Copy out each line of the data that contains "nodes".

↓

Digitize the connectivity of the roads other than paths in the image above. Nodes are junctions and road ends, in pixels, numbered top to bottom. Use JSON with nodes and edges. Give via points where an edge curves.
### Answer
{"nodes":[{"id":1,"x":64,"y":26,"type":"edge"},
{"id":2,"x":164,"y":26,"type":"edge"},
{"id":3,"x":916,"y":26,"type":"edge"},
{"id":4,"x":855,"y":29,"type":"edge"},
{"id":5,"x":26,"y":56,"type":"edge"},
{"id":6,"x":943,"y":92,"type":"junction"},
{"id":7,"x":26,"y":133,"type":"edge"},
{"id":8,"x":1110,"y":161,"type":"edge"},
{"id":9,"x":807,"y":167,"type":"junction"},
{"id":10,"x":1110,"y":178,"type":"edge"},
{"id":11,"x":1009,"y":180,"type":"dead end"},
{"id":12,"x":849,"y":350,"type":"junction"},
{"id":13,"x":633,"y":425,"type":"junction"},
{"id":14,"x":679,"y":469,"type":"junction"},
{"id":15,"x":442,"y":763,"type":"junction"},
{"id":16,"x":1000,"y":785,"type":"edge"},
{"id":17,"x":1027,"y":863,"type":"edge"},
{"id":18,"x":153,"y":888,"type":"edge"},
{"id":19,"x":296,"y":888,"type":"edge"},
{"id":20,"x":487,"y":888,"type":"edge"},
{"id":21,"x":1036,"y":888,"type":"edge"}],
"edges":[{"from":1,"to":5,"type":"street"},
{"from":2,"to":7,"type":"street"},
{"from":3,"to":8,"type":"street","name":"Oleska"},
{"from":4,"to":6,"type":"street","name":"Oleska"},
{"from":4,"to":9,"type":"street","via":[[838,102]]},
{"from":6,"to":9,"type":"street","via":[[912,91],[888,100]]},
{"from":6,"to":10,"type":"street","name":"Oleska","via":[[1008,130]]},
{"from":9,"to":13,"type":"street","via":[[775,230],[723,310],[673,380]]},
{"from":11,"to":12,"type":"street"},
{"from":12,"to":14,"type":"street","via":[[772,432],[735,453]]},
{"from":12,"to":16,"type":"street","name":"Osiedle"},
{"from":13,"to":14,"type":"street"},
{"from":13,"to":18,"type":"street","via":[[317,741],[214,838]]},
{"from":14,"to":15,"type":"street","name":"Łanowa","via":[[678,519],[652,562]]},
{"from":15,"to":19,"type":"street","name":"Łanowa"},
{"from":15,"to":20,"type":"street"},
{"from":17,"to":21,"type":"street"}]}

↑

Written solution -
Digitize the connectivity of the roads other than paths in the image above. Nodes are junctions and road ends, in pixels, numbered top to bottom. Use JSON with nodes and edges. Give via points where an edge curves.
{"nodes":[{"id":1,"x":64,"y":26,"type":"edge"},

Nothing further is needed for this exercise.